In a recent interview with Photo District News, Mr. Parr, whose work straddles documentary and fine art photography, says:
- About his retreat from ”old” fashioned photojournalism: ”I’m not going out doing campaigning photojournalism, because nobody wants that anymore. You have a few people that commission that—Newsweek and Time, for example—but there are very few opportunities there unless you’re at the top end.”
- About his definition of ”campaigning journalism”: ”The more traditional humanistic approach as personified in the older Magnum, for example. (…) The old approach, whereby you try to change the world. Nobody is going to obliterate war, famine, AIDS, and all the other things that are the usual subject matter that more campaigning photojournalists would be attracted to.”
- About his strategy to survive on the market: ”I shoot interesting subject matter but disguise it as entertainment. That’s what people want in magazines. I like to play the game where you can get interesting ideas in, but almost in disguise.”

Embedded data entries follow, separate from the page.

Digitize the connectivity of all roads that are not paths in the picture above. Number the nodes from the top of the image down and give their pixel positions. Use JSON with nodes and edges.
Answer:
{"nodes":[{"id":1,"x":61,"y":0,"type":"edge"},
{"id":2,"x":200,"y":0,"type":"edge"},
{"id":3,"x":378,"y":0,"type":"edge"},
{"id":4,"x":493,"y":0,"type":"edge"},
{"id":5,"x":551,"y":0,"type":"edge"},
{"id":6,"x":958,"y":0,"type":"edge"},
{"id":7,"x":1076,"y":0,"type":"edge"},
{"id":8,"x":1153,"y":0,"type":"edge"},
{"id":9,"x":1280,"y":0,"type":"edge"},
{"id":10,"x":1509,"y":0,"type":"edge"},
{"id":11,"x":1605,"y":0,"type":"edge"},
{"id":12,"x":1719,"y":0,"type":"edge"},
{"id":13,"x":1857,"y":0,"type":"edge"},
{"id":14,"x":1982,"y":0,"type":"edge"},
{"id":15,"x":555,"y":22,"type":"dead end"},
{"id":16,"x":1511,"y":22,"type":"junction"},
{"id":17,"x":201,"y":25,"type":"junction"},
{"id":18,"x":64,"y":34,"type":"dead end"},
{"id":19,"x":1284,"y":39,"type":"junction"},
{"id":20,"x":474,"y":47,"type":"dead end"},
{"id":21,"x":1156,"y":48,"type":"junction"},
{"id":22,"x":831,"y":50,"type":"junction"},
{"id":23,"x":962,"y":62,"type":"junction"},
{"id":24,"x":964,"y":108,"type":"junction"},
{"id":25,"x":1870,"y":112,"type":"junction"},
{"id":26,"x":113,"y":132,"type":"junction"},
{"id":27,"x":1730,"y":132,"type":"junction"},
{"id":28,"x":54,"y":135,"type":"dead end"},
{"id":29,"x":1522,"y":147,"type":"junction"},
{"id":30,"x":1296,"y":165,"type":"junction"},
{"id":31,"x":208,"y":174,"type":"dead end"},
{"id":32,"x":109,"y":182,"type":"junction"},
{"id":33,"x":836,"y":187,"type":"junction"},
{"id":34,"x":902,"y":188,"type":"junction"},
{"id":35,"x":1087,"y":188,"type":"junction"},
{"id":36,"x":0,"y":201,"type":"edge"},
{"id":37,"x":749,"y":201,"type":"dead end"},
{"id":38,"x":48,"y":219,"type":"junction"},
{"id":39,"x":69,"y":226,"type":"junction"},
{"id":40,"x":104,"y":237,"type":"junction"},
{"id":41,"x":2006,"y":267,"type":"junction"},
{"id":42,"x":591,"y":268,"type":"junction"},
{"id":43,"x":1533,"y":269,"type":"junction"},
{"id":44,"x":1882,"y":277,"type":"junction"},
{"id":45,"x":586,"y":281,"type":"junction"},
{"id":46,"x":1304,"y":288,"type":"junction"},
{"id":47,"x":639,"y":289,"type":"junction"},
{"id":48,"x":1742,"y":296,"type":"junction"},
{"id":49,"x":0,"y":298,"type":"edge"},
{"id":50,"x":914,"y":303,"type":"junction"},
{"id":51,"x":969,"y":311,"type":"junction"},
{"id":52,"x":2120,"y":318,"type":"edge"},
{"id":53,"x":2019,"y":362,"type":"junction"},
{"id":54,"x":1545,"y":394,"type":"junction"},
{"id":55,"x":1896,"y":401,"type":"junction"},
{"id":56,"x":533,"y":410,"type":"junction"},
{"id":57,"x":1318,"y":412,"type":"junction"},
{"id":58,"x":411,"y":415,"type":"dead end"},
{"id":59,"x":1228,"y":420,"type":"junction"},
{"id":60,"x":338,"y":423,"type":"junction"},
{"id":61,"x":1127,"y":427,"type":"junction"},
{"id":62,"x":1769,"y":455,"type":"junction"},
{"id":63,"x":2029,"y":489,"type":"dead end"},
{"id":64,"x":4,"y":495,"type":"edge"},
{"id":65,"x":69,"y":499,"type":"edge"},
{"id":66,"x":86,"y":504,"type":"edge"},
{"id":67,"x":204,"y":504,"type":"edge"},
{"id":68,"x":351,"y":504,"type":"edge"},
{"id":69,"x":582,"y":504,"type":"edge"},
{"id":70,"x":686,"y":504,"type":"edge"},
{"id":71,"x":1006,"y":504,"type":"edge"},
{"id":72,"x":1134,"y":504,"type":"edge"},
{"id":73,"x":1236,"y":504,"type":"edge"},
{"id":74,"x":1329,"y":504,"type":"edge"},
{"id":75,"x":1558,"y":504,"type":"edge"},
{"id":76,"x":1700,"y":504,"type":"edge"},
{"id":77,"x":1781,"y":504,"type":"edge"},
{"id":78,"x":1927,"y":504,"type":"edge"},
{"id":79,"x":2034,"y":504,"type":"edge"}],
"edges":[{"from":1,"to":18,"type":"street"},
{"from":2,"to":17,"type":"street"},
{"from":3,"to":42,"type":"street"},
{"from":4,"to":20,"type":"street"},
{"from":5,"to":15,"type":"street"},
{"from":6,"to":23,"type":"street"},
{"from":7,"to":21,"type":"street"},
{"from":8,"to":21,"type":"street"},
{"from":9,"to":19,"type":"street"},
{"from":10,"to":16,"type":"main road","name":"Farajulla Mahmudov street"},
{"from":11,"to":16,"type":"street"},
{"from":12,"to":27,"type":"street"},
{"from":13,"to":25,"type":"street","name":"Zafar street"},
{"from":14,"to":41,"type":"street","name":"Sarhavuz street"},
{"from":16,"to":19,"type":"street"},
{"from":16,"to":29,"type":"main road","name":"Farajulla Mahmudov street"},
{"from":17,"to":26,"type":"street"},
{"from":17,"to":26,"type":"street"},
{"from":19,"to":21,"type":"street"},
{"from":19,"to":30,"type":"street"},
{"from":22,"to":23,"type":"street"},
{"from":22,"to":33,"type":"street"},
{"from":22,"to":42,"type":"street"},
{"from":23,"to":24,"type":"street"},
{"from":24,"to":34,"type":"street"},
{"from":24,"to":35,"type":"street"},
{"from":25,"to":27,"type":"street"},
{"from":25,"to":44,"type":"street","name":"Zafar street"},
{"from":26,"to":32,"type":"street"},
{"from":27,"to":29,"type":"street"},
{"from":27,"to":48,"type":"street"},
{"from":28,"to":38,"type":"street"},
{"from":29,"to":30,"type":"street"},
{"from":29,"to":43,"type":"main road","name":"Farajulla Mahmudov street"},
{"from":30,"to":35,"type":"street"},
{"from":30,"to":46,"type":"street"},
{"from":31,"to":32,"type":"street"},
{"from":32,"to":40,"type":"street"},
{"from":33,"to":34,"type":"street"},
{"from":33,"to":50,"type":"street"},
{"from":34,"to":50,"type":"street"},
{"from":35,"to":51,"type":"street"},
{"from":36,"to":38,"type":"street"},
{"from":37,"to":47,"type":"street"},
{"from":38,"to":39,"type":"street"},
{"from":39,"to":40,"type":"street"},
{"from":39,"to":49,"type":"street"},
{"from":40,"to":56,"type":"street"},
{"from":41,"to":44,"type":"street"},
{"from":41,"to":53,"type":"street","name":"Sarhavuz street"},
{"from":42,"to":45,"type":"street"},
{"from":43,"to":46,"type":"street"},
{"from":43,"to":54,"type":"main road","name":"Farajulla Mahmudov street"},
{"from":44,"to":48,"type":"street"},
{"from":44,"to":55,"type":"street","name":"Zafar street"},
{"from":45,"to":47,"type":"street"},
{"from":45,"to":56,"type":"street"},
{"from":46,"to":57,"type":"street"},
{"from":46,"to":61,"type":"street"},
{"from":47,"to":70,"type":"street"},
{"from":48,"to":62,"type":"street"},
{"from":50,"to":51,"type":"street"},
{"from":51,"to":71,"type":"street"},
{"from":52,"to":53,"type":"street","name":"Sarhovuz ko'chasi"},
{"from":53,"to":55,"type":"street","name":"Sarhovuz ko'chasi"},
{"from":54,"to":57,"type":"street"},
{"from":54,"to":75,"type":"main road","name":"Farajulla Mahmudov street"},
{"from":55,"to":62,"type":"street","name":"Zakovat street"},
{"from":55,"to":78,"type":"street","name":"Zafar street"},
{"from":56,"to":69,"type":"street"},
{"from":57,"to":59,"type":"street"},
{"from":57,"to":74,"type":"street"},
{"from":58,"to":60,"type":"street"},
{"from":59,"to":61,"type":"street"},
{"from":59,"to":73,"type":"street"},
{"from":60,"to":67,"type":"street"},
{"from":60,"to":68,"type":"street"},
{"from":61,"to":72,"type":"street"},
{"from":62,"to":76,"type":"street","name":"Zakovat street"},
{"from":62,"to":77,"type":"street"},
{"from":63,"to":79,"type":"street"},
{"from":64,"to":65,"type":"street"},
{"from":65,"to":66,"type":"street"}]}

- About examples of such matters with a disguised message:
”I went recently to the Beijing car show. It struck me as being a very interesting place to look at [the new world order]. Obviously the explosion of cars in China is a big issue. The best way to illustrate that is to go to the car show where you see people and cars together in huge quantities. (…) The message is ambiguous and open ended. I’m not preaching. I’m not saying the phenomenal growth of cars is entirely right or wrong. Like everything in the world, there’s a good side and a bad side.”
”Another story I did last October was about millionaires in Moscow. I did the Gulf art fair. All these things in the end have been quite beneficial to me in terms of sales. And they’re constantly adding to my portfolio of work. It’s a big jigsaw puzzle I’m trying to work out as we go along about my relationship to the world we live in.” - About what is the central theme now for Mr. Parr? ”Wealth to me is as much to me the front line as poverty traditionally was.”
Magnum Photos, as its website says, is a photographic co-operative of people who chronicle the world and interpret its peoples, events, issues and personalities.
Famous photojournalist Henri Cartier-Bresson said once: ”Magnum is a community of thought, a shared human quality, a curiosity about what is going on in the world, a respect for what is going on and a desire totranscribe it visually.”